Here's how Coach Thibaudeau fought back, took control of his health, and still managed to get stronger and leaner.

Thibaudeau-vs-kidney-damage

For those who didn't know, I had some pretty severe health issues four years back: kidney damage (focal segmental glomerulosclerosis), which is the leading cause of kidney failure in adults. So I decided to put health at the forefront of my life instead of simply trying to be the strongest and most muscular.

It seems to be working because my kidney health markers are back in normal range and were the best they've ever been since 2012. This also coincided with me being able to get in great shape again – being capable of adding muscle and get super lean.

It's my belief that when you're young, your body isn't as "used up" and you can get away with doing things that are bad for your health. But the older you get, the more health and hypertrophy become interrelated. Here are some things I changed in my lifestyle:

Physical Activity

I walk 45-60 minutes on an empty stomach at least three times a week and up to five. I know that I wrote about not doing fasted cardio in the past, and maybe it could be detrimental to muscle mass. But a recent study reviewed in an article by TC Luoma has made me change my mind. Morning fasted cardio might not burn more fat directly BUT it increases the enzymes responsible for using fat for fuel.
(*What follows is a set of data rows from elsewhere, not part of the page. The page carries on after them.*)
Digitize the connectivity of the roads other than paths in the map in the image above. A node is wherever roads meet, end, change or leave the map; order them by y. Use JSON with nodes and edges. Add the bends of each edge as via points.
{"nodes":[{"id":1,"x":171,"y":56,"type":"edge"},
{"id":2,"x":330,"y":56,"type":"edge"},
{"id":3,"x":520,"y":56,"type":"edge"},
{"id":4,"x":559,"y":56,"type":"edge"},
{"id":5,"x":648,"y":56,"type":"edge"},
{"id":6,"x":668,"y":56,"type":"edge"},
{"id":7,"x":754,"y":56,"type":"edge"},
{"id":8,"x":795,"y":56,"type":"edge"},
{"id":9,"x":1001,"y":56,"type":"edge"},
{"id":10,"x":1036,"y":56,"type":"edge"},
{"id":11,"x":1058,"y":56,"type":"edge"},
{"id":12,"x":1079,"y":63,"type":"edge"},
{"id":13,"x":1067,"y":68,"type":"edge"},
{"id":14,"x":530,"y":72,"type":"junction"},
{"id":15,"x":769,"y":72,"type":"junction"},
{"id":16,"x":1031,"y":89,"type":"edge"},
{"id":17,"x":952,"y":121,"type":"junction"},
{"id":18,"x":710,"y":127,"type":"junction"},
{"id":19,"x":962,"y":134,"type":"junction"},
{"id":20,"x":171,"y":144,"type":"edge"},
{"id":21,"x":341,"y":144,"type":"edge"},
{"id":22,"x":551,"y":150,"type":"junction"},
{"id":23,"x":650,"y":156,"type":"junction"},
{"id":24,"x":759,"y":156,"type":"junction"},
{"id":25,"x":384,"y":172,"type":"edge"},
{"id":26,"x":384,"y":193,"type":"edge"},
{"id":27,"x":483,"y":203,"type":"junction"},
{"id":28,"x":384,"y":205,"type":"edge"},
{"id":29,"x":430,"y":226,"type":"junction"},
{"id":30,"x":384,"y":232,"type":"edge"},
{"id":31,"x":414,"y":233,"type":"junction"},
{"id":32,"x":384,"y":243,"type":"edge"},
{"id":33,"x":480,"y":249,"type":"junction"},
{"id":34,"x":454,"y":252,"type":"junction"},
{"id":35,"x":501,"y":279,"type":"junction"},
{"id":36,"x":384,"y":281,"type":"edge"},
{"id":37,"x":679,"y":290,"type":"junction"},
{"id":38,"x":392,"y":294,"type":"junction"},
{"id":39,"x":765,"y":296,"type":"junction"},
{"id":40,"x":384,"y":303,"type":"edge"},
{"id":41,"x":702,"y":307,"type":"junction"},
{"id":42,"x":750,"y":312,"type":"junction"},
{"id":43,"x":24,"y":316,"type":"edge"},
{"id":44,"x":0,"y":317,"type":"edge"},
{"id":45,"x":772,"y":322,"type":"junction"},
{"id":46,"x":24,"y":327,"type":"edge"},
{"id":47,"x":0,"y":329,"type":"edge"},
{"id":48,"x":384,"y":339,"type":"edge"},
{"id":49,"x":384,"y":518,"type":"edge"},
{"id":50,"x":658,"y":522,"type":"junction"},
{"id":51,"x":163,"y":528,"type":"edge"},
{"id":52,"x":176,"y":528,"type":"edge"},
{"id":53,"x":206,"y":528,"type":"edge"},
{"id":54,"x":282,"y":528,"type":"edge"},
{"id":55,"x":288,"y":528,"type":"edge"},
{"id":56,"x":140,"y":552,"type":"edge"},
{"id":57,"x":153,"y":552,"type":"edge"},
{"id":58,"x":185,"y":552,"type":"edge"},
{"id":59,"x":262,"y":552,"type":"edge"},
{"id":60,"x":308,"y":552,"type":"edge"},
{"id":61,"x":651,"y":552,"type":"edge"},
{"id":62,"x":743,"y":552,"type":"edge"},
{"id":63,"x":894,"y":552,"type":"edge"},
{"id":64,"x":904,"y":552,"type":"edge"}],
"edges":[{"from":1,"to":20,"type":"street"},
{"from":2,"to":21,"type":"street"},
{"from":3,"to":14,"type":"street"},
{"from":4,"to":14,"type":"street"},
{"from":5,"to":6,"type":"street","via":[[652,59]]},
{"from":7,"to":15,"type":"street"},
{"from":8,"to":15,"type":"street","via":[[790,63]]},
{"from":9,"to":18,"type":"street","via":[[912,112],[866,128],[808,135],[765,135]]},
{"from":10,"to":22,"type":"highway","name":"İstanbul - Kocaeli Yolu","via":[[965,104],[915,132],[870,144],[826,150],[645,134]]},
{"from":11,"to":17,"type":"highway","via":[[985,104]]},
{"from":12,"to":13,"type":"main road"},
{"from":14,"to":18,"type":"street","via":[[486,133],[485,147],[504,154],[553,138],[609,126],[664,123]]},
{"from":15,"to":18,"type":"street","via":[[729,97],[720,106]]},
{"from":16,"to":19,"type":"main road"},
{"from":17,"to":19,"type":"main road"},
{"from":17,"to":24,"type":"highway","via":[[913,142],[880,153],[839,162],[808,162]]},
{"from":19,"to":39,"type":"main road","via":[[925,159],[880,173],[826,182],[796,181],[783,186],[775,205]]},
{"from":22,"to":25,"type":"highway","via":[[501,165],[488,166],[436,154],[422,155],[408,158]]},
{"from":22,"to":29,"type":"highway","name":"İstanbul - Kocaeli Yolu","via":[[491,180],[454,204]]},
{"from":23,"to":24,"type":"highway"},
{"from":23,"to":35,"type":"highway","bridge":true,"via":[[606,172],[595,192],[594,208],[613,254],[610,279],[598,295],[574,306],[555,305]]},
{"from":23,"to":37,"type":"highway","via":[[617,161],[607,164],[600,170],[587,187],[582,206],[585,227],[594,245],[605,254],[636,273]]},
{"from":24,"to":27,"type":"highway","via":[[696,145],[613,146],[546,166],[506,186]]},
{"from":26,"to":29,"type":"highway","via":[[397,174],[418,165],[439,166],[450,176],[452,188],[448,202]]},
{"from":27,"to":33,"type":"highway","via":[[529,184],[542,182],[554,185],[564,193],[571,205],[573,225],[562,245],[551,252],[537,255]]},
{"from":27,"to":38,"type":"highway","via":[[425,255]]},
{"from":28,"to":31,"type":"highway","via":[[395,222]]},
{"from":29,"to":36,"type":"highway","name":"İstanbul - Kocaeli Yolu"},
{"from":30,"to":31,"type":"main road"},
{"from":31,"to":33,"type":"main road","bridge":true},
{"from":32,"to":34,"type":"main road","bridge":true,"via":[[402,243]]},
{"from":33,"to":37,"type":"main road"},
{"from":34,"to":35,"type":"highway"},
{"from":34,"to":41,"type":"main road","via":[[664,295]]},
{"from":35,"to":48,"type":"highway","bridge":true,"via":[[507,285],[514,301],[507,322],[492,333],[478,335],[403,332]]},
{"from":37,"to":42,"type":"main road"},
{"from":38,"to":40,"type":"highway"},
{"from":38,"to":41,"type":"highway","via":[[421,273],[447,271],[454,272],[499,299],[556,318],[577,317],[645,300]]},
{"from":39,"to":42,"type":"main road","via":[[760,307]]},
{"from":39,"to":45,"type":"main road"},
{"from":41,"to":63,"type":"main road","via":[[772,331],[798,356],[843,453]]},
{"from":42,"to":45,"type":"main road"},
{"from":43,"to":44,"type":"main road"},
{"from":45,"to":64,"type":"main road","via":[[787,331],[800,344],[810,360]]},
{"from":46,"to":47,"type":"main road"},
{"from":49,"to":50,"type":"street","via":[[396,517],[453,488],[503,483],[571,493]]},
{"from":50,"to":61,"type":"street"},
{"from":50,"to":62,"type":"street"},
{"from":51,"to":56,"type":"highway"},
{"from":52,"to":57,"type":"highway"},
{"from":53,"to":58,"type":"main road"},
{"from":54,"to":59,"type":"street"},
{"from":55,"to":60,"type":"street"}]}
So over time you might actually be programming your body to rely more on fat, which will help you get leaner. Since I train at 6:30 or 7:00 AM. I wake up at 4:30 and go walk 45-60 minutes. Then I either have a light, easy to digest breakfast or Plazma™ and go train. Note that I'm walking, not doing moderate intensity cardio; it doesn't have the cortisol spike that would hurt muscle growth.

Nutrition

I now eat a ton of veggies. I used to be really bad with nutrition. I stayed fairly lean because I didn't consume a lot of daily calories, but the way I was eating (no veggies, no fruits, a lot of cold meats, frankenfoods, etc.) wasn't optimal for my health. When I started to eat more veggies it had a noticeable impact on how I felt and also on how my body looked. I started to retain less water and I lost fat more easily.

Supplementation

Focusing more on health supplements than performance ones. My staples are now Curcumin, Superfood, and Flameout®. I also take in 12.5g of sodium bicarbonate 1-2 times a day.

Training

I reduced volume and training time. I used to train for an hour or more. And while I could power through the workouts, it made me feel lethargic and almost depressed throughout the day. I'm a stimulus addict and I'm sure that doing too much for too long had a negative impact on my gains and health. Now I limit my sessions to under an hour and train at a faster pace.

Reps

I increased my rep ranges. I used to do most of my big lifts in the 1-3 range, now I do them for 6-8 reps. Still heavy, but not so much that it increases the risk of injuries or nervous system fatigue. I also do more mind-muscle connection work (slower tempos, isometric holds, constant tension reps, etc.)